Stored data entries
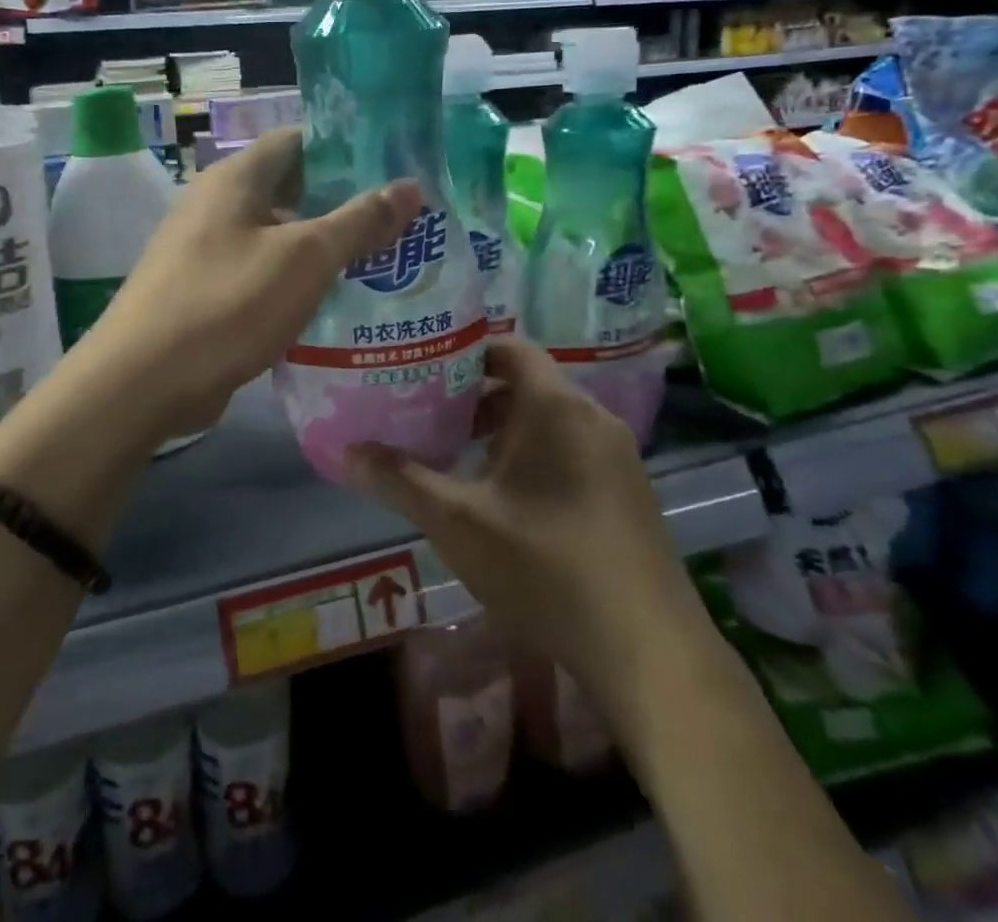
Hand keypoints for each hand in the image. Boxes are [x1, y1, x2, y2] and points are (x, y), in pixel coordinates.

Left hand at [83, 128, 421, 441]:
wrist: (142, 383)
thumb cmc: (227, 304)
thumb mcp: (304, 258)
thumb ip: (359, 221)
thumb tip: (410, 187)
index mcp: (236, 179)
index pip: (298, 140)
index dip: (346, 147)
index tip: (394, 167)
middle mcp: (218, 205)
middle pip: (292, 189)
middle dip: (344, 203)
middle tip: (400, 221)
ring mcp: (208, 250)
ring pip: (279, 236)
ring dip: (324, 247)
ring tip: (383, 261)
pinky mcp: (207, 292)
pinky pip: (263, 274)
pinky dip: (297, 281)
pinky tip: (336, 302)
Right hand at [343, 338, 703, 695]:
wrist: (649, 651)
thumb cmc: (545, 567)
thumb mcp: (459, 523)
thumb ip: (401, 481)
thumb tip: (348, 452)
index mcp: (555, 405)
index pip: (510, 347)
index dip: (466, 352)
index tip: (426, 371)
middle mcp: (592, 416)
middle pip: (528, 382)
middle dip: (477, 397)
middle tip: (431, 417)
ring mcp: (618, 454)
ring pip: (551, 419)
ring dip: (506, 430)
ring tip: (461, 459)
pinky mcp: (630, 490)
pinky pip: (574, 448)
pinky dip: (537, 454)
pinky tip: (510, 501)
==
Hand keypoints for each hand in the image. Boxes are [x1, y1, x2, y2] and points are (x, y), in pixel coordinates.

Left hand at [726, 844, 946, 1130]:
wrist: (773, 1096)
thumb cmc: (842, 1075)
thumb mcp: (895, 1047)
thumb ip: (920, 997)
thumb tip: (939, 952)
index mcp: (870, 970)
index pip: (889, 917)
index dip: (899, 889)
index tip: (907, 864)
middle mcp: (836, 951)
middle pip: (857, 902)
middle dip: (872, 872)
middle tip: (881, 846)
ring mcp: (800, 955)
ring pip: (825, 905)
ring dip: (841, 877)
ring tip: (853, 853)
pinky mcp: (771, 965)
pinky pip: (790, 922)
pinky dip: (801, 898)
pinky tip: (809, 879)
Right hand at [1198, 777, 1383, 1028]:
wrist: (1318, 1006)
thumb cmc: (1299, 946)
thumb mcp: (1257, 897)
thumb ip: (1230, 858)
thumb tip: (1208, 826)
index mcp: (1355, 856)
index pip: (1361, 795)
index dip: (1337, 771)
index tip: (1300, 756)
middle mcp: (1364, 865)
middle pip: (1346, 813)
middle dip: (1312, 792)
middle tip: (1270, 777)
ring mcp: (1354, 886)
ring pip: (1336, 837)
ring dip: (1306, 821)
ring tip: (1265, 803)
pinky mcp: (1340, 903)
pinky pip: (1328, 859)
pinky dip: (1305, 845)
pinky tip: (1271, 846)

_Problem_. Spot the lines above that mention "hand" and copy them.

_Reply to the exercise_.
Hand keypoints for each hand in the image. Boxes are [x1, y1, x2, y2] and points are (x, y), in pixel coordinates.
Left hand at [83, 128, 421, 441]:
Right hand at [343, 338, 703, 695]:
Hand keypoints for each hand in the image. Boxes are [x1, y1, x2, y2] and points are (x, y), in pixel coordinates.
Left hand at [726, 844, 946, 1130]:
Right hand at [1198, 777, 1383, 1028]:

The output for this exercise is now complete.